Slack cautions Microsoft like a passive-aggressive big brother

No sooner had Microsoft Corp. announced Microsoft Teams, a Slack-like collaboration tool rolled into Office 365, than it got a response from the company Teams apparently is targeting.

Slack Technologies Inc. fired back at Microsoft in a full-page ad in the New York Times that began, “Dear Microsoft.” The letter starts like a disingenuous compliment from a competing colleague: “Great news,” it said. “We’re genuinely excited.”

The ad is reminiscent of Apple’s 1981 “Welcome IBM, Seriously” ad, an equally passive-aggressive statement to IBM following the release of its first personal computer.

Slack then slaps itself on the back explaining how it knew such a platform would find success and that others would attempt to replicate it.

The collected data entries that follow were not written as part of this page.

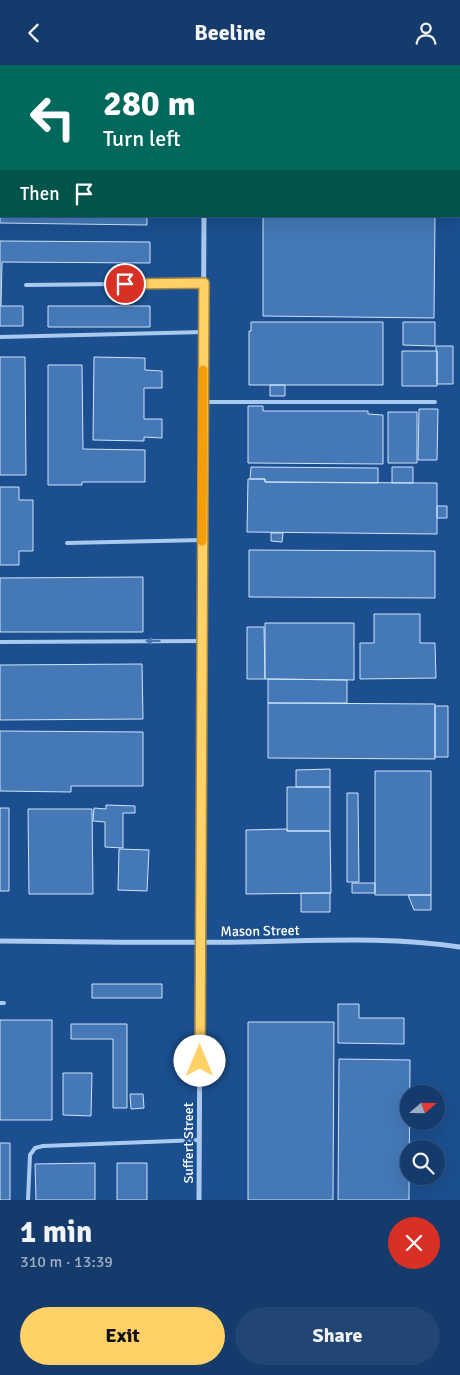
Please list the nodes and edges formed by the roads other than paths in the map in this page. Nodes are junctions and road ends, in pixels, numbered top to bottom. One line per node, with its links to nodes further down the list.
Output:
1 (204, 217): 2 (street, Suffert Street)
2 (204, 283): 3 (lane); 4 (street, Suffert Street)
3 (26, 285)
4 (204, 332): 5 (lane); 6 (street, Suffert Street)
5 (0, 337)
6 (203, 402): 7 (lane); 8 (street, Suffert Street)
7 (435, 402)
8 (202, 540): 9 (lane); 10 (street, Suffert Street)
9 (68, 543)
10 (202, 641): 11 (lane, one-way to 11); 13 (street, Suffert Street)
11 (0, 642)
12 (0, 941): 13 (street, Mason Street)
13 (200, 943): 14 (street, Mason Street); 15 (street, Suffert Street)
14 (460, 947)
15 (199, 1140): 16 (lane); 17 (street, Suffert Street)
16 (28, 1200)
17 (199, 1200)

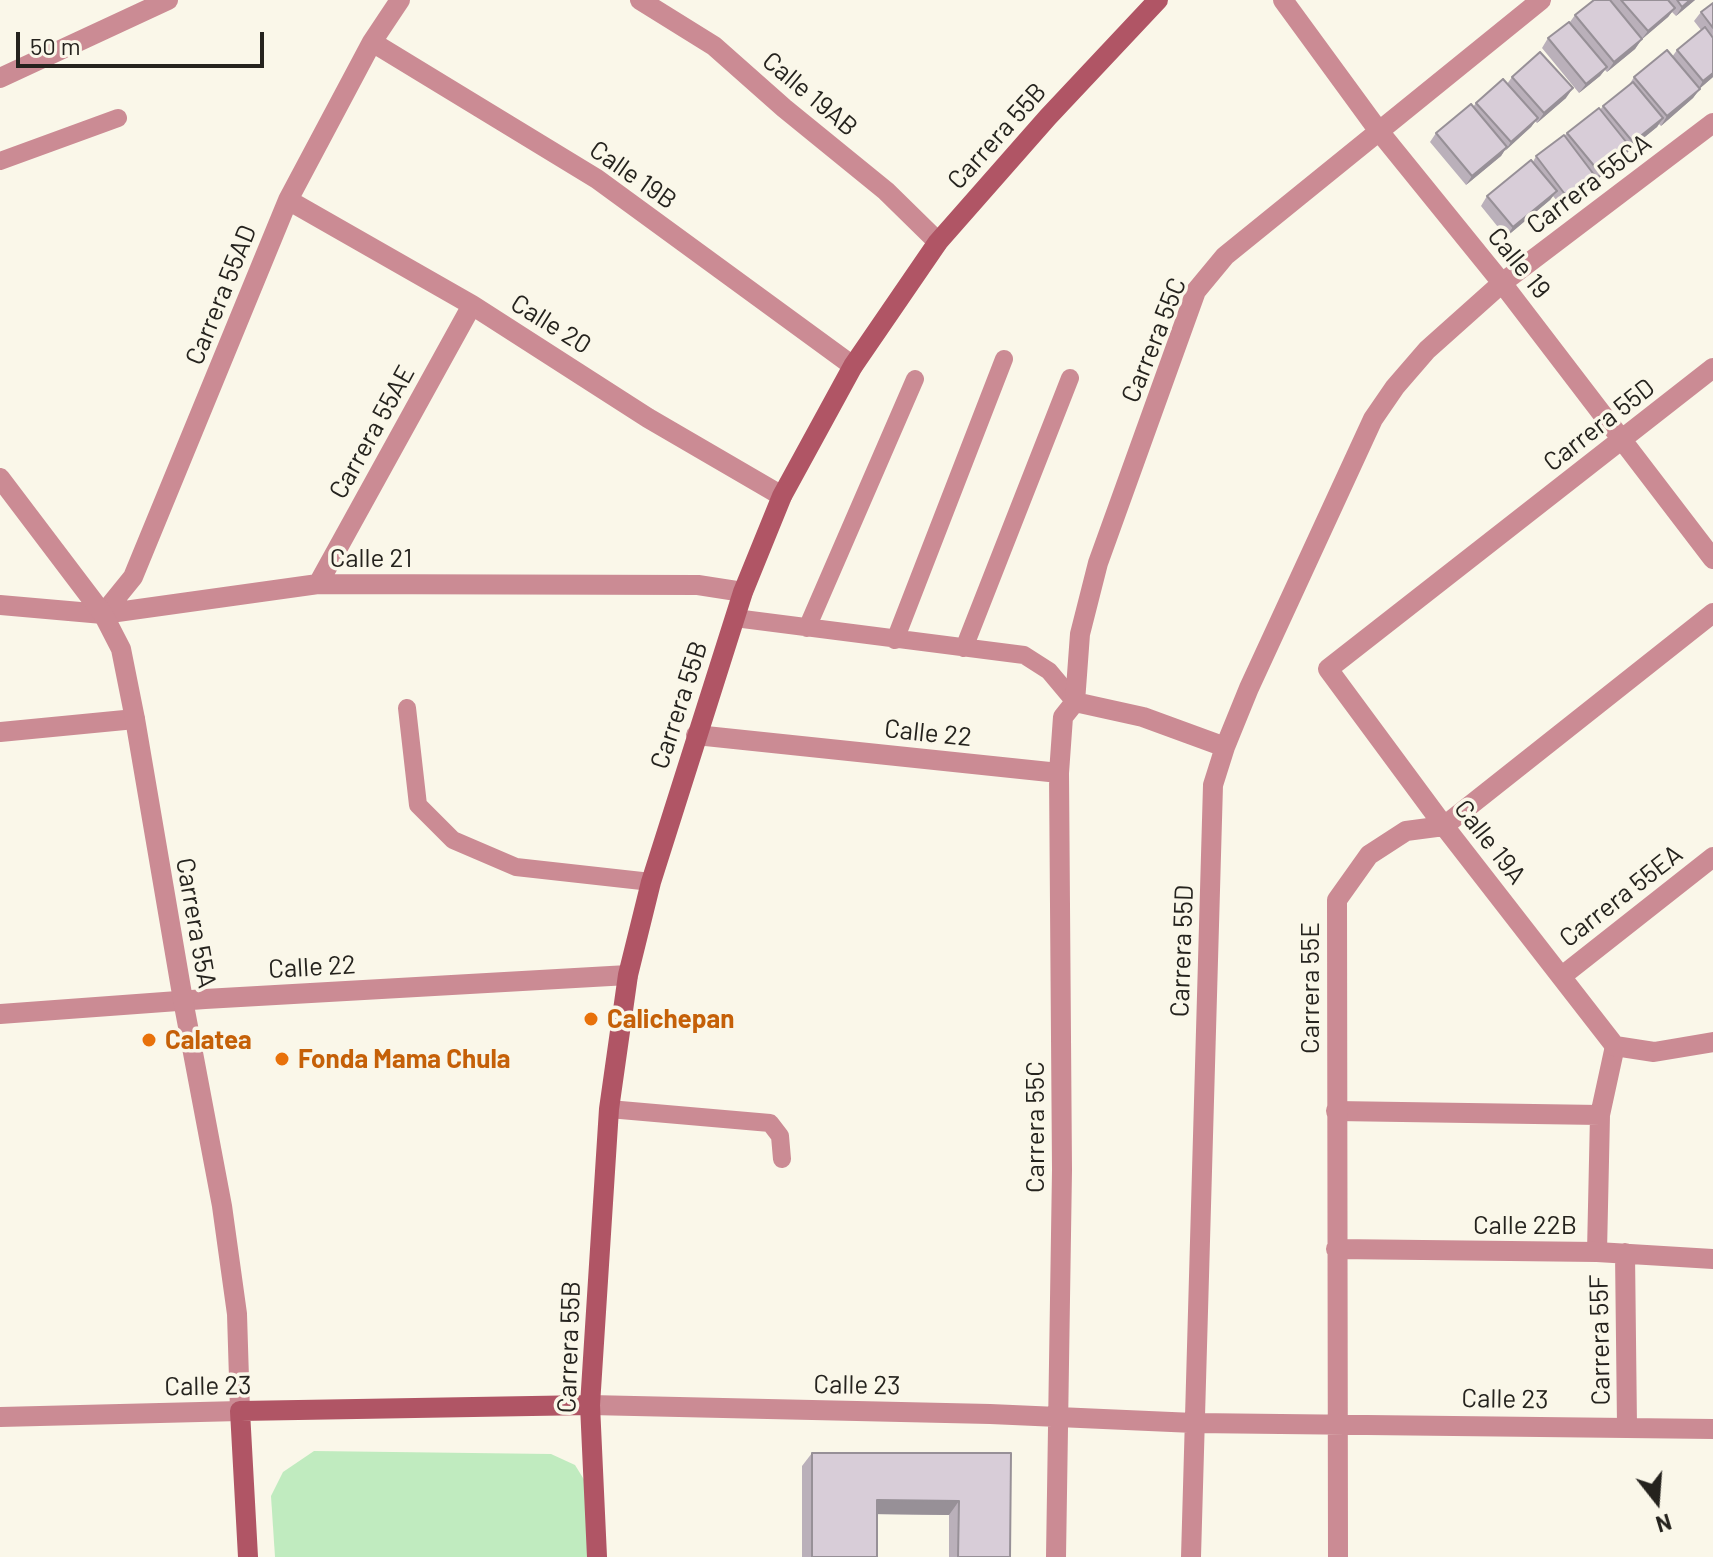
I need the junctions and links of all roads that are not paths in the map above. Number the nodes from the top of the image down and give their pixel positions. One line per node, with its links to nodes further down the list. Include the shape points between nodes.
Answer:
1 (168, 0): 8 (street)
2 (400, 0): 7 (street, Carrera 55AD)
3 (640, 0): 14 (street, Calle 19AB, via 714,46 886,191)
4 (1158, 0): 14 (main road, Carrera 55B)
5 (1283, 0): 11 (street, Calle 19)
6 (1541, 0): 11 (street, Carrera 55C)
7 (372, 42): 13 (street, Carrera 55AD); 18 (street, Calle 19B, via 597,179)
8 (0, 77)
9 (118, 118): 12 (lane)
10 (1713, 123): 15 (street, Carrera 55CA)
11 (1378, 130): 15 (street, Calle 19); 37 (street, Carrera 55C, via 1225,256 1196,291 1098,563 1080,634)
12 (0, 161)
13 (288, 200): 16 (street, Calle 20); 31 (street, Carrera 55AD, via 133,577)
14 (938, 242): 18 (main road, Carrera 55B)
15 (1502, 283): 22 (street, Carrera 55CA, via 1427,350); 23 (street, Calle 19)
16 (472, 305): 25 (street, Calle 20); 27 (street, Carrera 55AE)
17 (1004, 359): 34 (lane)
18 (853, 366): 25 (main road, Carrera 55B)
19 (1713, 368): 23 (street, Carrera 55D)
20 (1070, 378): 35 (lane)
21 (915, 379): 33 (lane)
22 (1395, 387): 42 (street, Carrera 55D, via 1373,419)
23 (1624, 440): 26 (street, Calle 19); 36 (street, Carrera 55D)
24 (0, 478): 31 (street, Carrera 55A)
25 (782, 496): 28 (main road, Carrera 55B)
26 (1713, 559)
27 (318, 584): 28 (street, Calle 21, via 698,585); 31 (street, Calle 21)
28 (743, 592): 32 (main road, Carrera 55B)
29 (0, 605): 31 (street, Calle 21)
30 (1713, 613): 44 (street, Carrera 55E)
31 (103, 614): 39 (street, Carrera 55A, via 121,649)
32 (735, 618): 33 (lane); 41 (main road, Carrera 55B)
33 (807, 628): 34 (lane)
34 (895, 640): 35 (lane)
35 (964, 648): 37 (lane, via 1024,655 1049,671)
36 (1328, 669): 44 (street, Calle 19A)
37 (1075, 702): 42 (street, via 1143,717); 43 (street, Carrera 55C, via 1063,717)
38 (407, 708): 46 (lane, via 418,805 453,840 516,867)
39 (135, 719): 40 (street); 49 (street, Carrera 55A)
40 (0, 732)
41 (696, 735): 43 (street, Calle 22); 46 (main road, Carrera 55B)
42 (1225, 747): 65 (street, Carrera 55D, via 1213,785)
43 (1059, 773): 64 (street, Carrera 55C, via 1062,1170)
44 (1444, 826): 48 (street, Calle 19A); 54 (street, Carrera 55E, via 1406,831 1369,855 1337,900)
45 (1713, 857): 48 (street, Carrera 55EA)
46 (651, 882): 47 (main road, Carrera 55B)
47 (628, 975): 49 (street, Calle 22); 53 (main road, Carrera 55B)
48 (1562, 976): 52 (street, Calle 19A)
49 (183, 1000): 50 (street, Calle 22); 62 (street, Carrera 55A, via 237,1314)
50 (0, 1014)
51 (1713, 1042): 52 (street, via 1654,1052)
52 (1615, 1046): 55 (street, Carrera 55F)
53 (609, 1109): 56 (lane, via 770,1123 780,1136); 61 (main road, Carrera 55B)
54 (1336, 1111): 55 (street); 57 (street, Carrera 55E)
55 (1600, 1115): 58 (street, Carrera 55F)
56 (782, 1159)
57 (1336, 1249): 58 (street, Calle 22B); 66 (street, Carrera 55E)
58 (1597, 1252): 59 (street, Calle 22B)
59 (1625, 1253): 60 (street, Calle 22B); 67 (street, Carrera 55F)
60 (1713, 1259)
61 (590, 1405): 62 (main road, Calle 23); 64 (street, Calle 23); 70 (main road, Carrera 55B)
62 (240, 1411): 63 (street, Calle 23); 69 (main road, Carrera 55A)
63 (0, 1417)
64 (1056, 1417): 65 (street, Calle 23); 71 (street, Carrera 55C)
65 (1194, 1423): 66 (street, Calle 23); 72 (street, Carrera 55D)
66 (1337, 1423): 67 (street, Calle 23); 73 (street, Carrera 55E)
67 (1627, 1426): 68 (street, Calle 23)
68 (1713, 1429)
69 (248, 1557)
70 (597, 1557)
71 (1056, 1557)
72 (1191, 1557)
73 (1338, 1557)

Facebook Workplace was recently announced, another contender in the work collaboration space.

“It’s harder than it looks,” warns Slack, explaining, “Building a product that allows for significant improvements in how people communicate requires a degree of thoughtfulness and craftsmanship that is not common in the development of enterprise software.”

Slack’s message: It’s understanding the companies and the people inside them that counts, not just making software.

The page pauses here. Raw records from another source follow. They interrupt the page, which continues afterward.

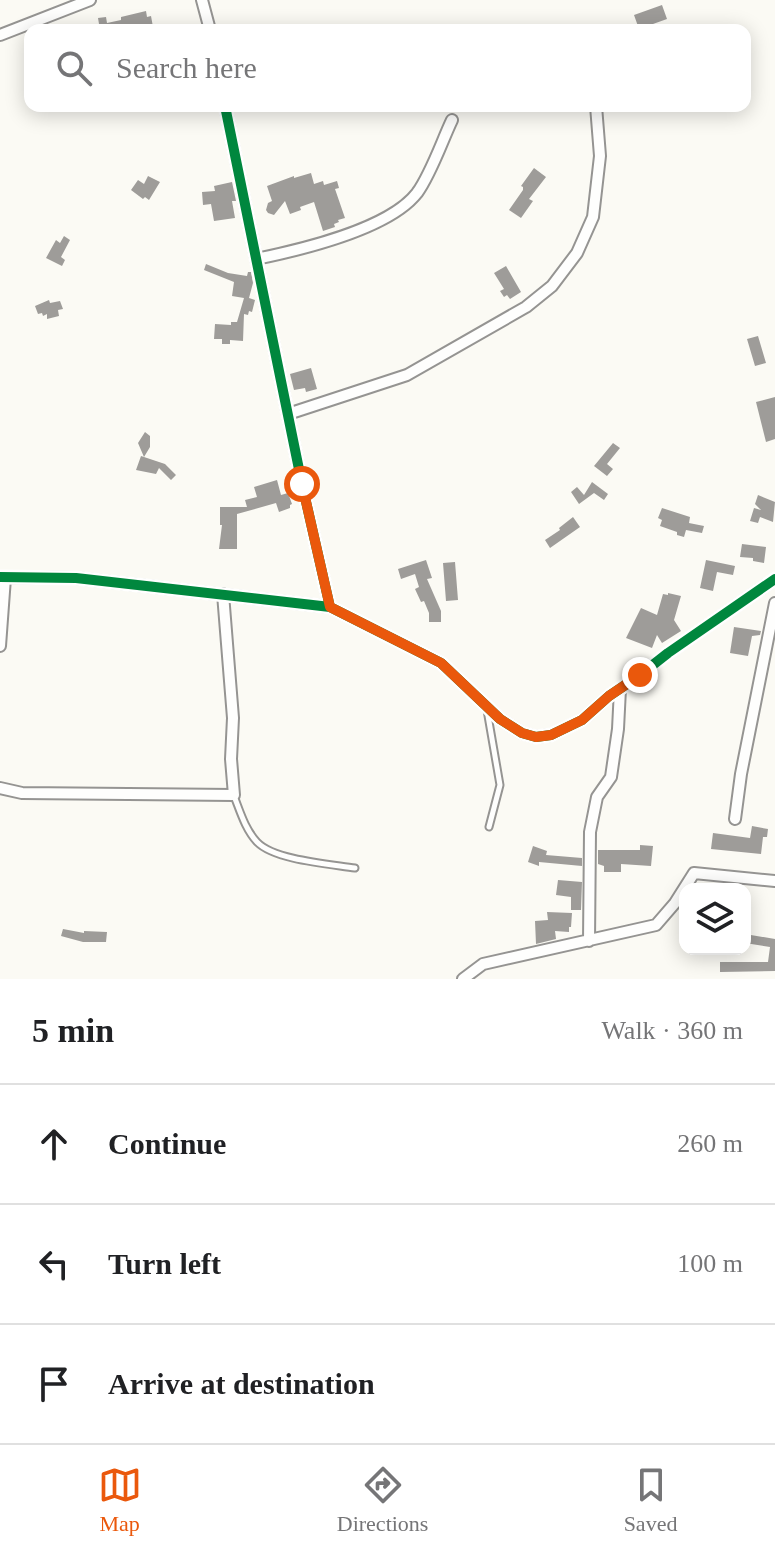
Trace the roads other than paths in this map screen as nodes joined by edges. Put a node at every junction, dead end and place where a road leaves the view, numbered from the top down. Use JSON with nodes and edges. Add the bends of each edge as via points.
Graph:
{"nodes":[{"id":1,"x":90,"y":0,"type":"edge"},
{"id":2,"x":202,"y":0,"type":"edge"},
{"id":3,"x":28,"y":24,"type":"edge"},
{"id":4,"x":208,"y":24,"type":"edge"},
{"id":5,"x":24,"y":26,"type":"edge"},
{"id":6,"x":0,"y":35,"type":"edge"},
{"id":7,"x":226,"y":112,"type":"edge"},
{"id":8,"x":596,"y":112,"type":"edge"},
{"id":9,"x":452,"y":120,"type":"dead end"},
{"id":10,"x":256,"y":259,"type":"junction"},
{"id":11,"x":288,"y":414,"type":"junction"},
{"id":12,"x":2,"y":578,"type":"edge"},
{"id":13,"x":775,"y":579,"type":"edge"},
{"id":14,"x":223,"y":594,"type":"junction"},
{"id":15,"x":775,"y":603,"type":"edge"},
{"id":16,"x":330,"y":607,"type":"junction"},
{"id":17,"x":0,"y":646,"type":"edge"},
{"id":18,"x":620,"y":689,"type":"junction"},
{"id":19,"x":486,"y":706,"type":"junction"},
{"id":20,"x":0,"y":788,"type":"edge"},
{"id":21,"x":234,"y":795,"type":"junction"},
{"id":22,"x":735,"y":819,"type":"dead end"},
{"id":23,"x":489,"y":827,"type":"dead end"},
{"id":24,"x":355,"y":868,"type":"dead end"},
{"id":25,"x":775,"y":881,"type":"edge"},
{"id":26,"x":589,"y":941,"type":"junction"},
{"id":27,"x":463,"y":979,"type":"edge"}],
"edges":[{"from":1,"to":3,"type":"street"},
{"from":2,"to":4,"type":"street"},
{"from":5,"to":6,"type":"street"},
{"from":7,"to":10,"type":"street"},
{"from":8,"to":11,"type":"street","via":[[600,156],[593,217],[577,253],[552,286],[526,307],[407,375]]},
{"from":9,"to":10,"type":"street","via":[[418,191],[406,204],[342,236]]},
{"from":10,"to":11,"type":"street"},
{"from":11,"to":16,"type":"street"},
{"from":12,"to":14,"type":"street","via":[[76,578]]},
{"from":12,"to":17,"type":"street"},
{"from":13,"to":18,"type":"street"},
{"from":14,"to":16,"type":"street"},
{"from":14,"to":21,"type":"street"},
{"from":15,"to":22,"type":"street"},
{"from":16,"to":19,"type":"street","via":[[441,663]]},
{"from":18,"to":19,"type":"street","via":[[582,720],[536,737]]},
{"from":18,"to":26,"type":"street","via":[[611,777],[597,797],[590,832]]},
{"from":19,"to":23,"type":"lane","via":[[500,785]]},
{"from":20,"to":21,"type":"street","via":[[22,793]]},
{"from":21,"to":24,"type":"lane","via":[[249,830],[267,850]]},
{"from":25,"to":26,"type":"street","via":[[694,873],[656,925]]},
{"from":26,"to":27,"type":"street","via":[[483,964]]}]}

Slack then becomes philosophical, and seeming to patronize Microsoft as a heartless conglomerate alienated from the white collar workers it provides products to.  Slack says it talks to workers, it has a “shared purpose” and these small details “make big differences.”

The letter then becomes much more of an ad, extolling Slack’s open platform and the “elegant and creative ways to weave third-party software workflows right into Slack.”

Slack ends the missive with a fairly mawkish flurry about love – something Slack insinuates Microsoft does not put into its products. To give your customers happiness, says Slack, you must give them love.

It all seems tongue in cheek, or rather smarmy, but Slack reminds Microsoft at the very end of something quite practical: Slack is everywhere, and it says it’s “just getting started.” Microsoft will no doubt feel it can affect its contender’s longevity.